Les initiatives, assure-t-il, n’ont pas fait défaut. Depuis mercredi, le ministre de la Communication, le cabinet du Premier ministre ont été informés de l’arrestation « arbitraire de notre confrère ». Mais rien n’a été fait, constate-t-il, malgré les promesses et les discours d’apaisement. Alors, la Maison de la presse a fait une déclaration pour prendre à témoin l’opinion nationale et internationale.
Samedi, narre Sambi Touré, une autre déclaration a suivi. « Nous ne jugeons pas le fond. Avec la Sécurité d’Etat, on ne sait même pas de quoi notre confrère est accusé » note-t-il, visiblement en colère contre une procédure qui à ses yeux « tranche avec la loi ». Car, pour lui, si l’on reproche quelque chose à quelqu’un, c’est à la justice de faire le travail et non la Sécurité d’Etat où « l’interpellé n’est pas assisté par un avocat ». Et il ajoute que les organisations de presse ne demandent aucunement l’impunité ad vitam aeternam mais juste que « les choses se fassent dans les règles de l’art ». Ce qu’il faut éviter, de son point de vue, « c’est que le remède soit pire que le mal ».
Pourtant le ministre de la Communication a clairement expliqué à la télévision que, dans la situation actuelle de notre pays, personne ne doit porter atteinte au moral des troupes. En clair, l’Etat d’urgence étant en vigueur, tout n’est pas permis. Et qu’en définitive, l’intérêt de la Nation doit être une priorité absolue.
AUTEUR FANTOME. De quoi notre confrère est-il accusé ? A-t-il commis une faute professionnelle ? Il est reproché à notre confrère d’avoir publié d’abord en ligne puis dans Le Républicain-papier, un brûlot adressé au président de la république et signé par un certain « Capitaine Touré » dont nombre d’observateurs doute de l’existence.
Un grand professionnel de la communication a jugé que le journaliste n’a pas été assez prudent. Pour lui, il aurait dû s’assurer que le contenu de la lettre ne contrevenait pas à l’esprit de l’état d’urgence instauré dans le pays.

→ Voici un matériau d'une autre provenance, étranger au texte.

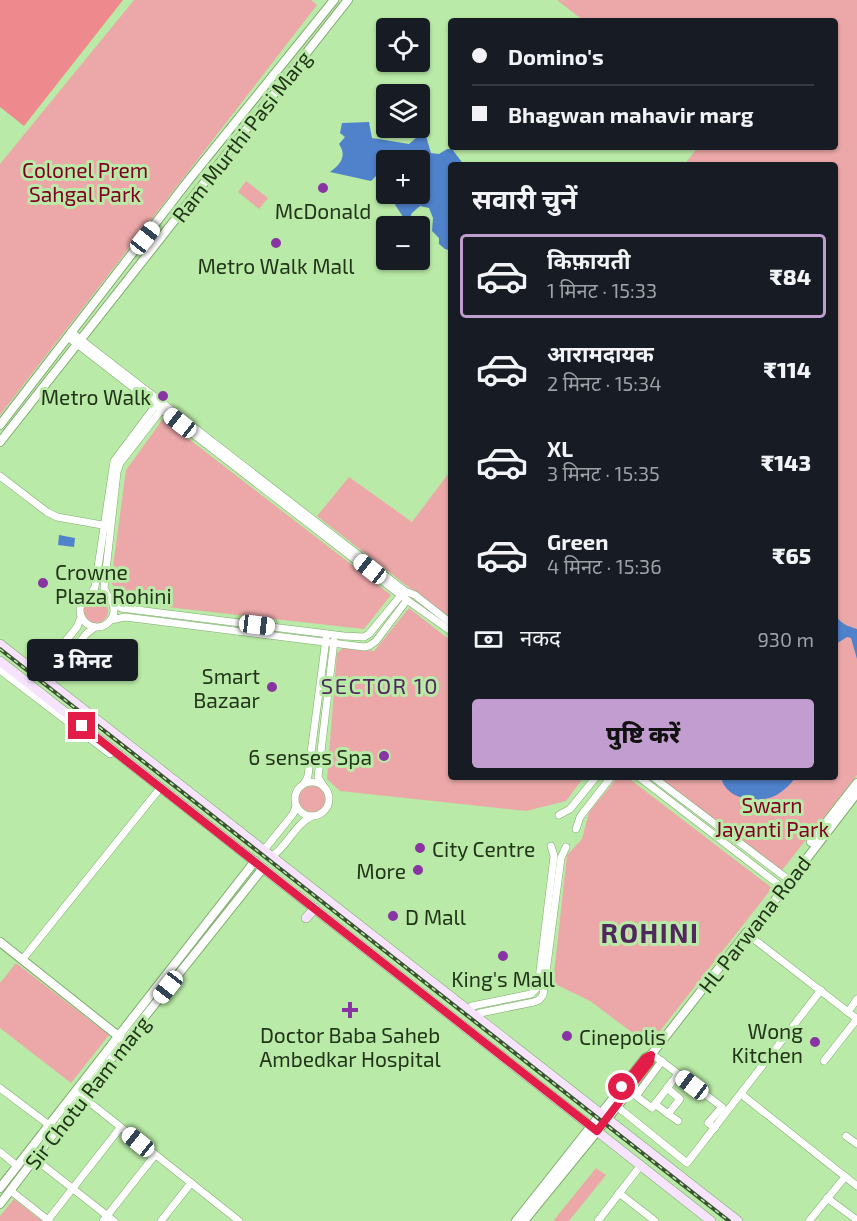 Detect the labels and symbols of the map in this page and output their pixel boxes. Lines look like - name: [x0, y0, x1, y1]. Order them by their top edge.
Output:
- street label: Ram Murthi Pasi Marg: [166, 45, 316, 227]
- park label: Colonel Prem Sahgal Park: [22, 157, 148, 206]
- marker: McDonald: [316, 181, 330, 195]
- place label: McDonald: [275, 198, 371, 223]
- car: [127, 218, 163, 258]
- marker: Metro Walk Mall: [269, 236, 283, 250]
- place label: Metro Walk Mall: [197, 253, 355, 278]
- place label: Metro Walk: [41, 384, 151, 409]
- marker: Metro Walk: [156, 389, 170, 403]
- car: [160, 405, 200, 441]
- car: [350, 551, 390, 587]
- place label: Crowne Plaza Rohini: [55, 559, 172, 608]
- marker: Crowne Plaza Rohini: [36, 576, 50, 590]
- car: [238, 614, 276, 636]
- callout: 3 मिनट: [26, 639, 138, 681]
- place label: Smart Bazaar: [193, 663, 261, 712]
- district label: SECTOR 10: [321, 672, 439, 698]
- marker: Smart Bazaar: [265, 680, 279, 694]
- route end: [68, 712, 95, 739]
- place label: 6 senses Spa: [248, 744, 372, 769]
- marker: 6 senses Spa: [377, 749, 391, 763]
- park label: Swarn Jayanti Park: [715, 792, 829, 841]
- place label: City Centre: [432, 836, 535, 861]
- marker: City Centre: [413, 841, 427, 855]
- street label: HL Parwana Road: [693, 851, 815, 997]
- place label: More: [356, 858, 406, 883]
- marker: More: [411, 863, 425, 877]
- place label: D Mall: [405, 904, 467, 929]
- marker: D Mall: [386, 909, 400, 923]
- district label: ROHINI: [601, 916, 699, 948]
- marker: King's Mall: [496, 949, 510, 963]
- place label: King's Mall: [451, 966, 556, 991]
- car: [150, 967, 186, 1007]
- marker: Doctor Baba Saheb Ambedkar Hospital: [341, 1001, 359, 1019]
- street label: Sir Chotu Ram marg: [19, 1010, 155, 1174]
- place label: Wong Kitchen: [731, 1018, 803, 1067]
- place label: Doctor Baba Saheb Ambedkar Hospital: [259, 1022, 441, 1071]
- place label: Cinepolis: [579, 1024, 666, 1049]
- marker: Cinepolis: [560, 1029, 574, 1043]
- marker: Wong Kitchen: [808, 1035, 822, 1049]
- car: [672, 1067, 712, 1103]
- route start: [608, 1073, 635, 1100]
- car: [118, 1124, 158, 1160]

Sambi Touré est d’accord avec cette analyse mais fait remarquer que c’est « la première fois qu’un journaliste dérape depuis l’instauration de l’Etat d’urgence ». Et qu’en plus, la manière est inappropriée, juge-t-il.
Makan Koné, le président de la Maison de la presse que nous avons rencontré en milieu de journée au sortir d’une réunion de crise, se réjouit que les 97% des médias aient fait silence radio. Seules quelques radios confessionnelles sont ouvertes. « Là encore, nous dépêcherons des délégations pour discuter avec eux » assure Makan Koné qui indique que le cas de l’Essor est une façon « d’assurer le service minimum ». La preuve, argumente-t-il, est que le Quotidien national parle en ce moment du combat commun mené sur le terrain par les journalistes.
Au delà de la grève, le président de la Maison de la presse annonce une rupture totale entre le Gouvernement et les associations de la presse. « Même si Boukary Daou est libéré, nous continuerons à geler nos rapports avec le Gouvernement. C’est à dire que nous ne couvrons pas les activités intentionnelles avant un dialogue franc avec les autorités », annonce Koné qui pense qu’un dialogue direct permettra d’éviter d’autres dérapages. Puis, il précise qu’il ne s’agit pas de demander une impunité mais plutôt de réclamer la légalité. Makan Koné ne comprend pas pourquoi, après une semaine de détention, il n’y a eu aucune information judiciaire.
En attendant la libération de notre confrère Daou, nos compatriotes seront privés de leurs journaux privés à un moment où ils en ont grand besoin. Et les pouvoirs publics subissent une contre-publicité dont ils n’ont pas besoin. Et le pays non plus.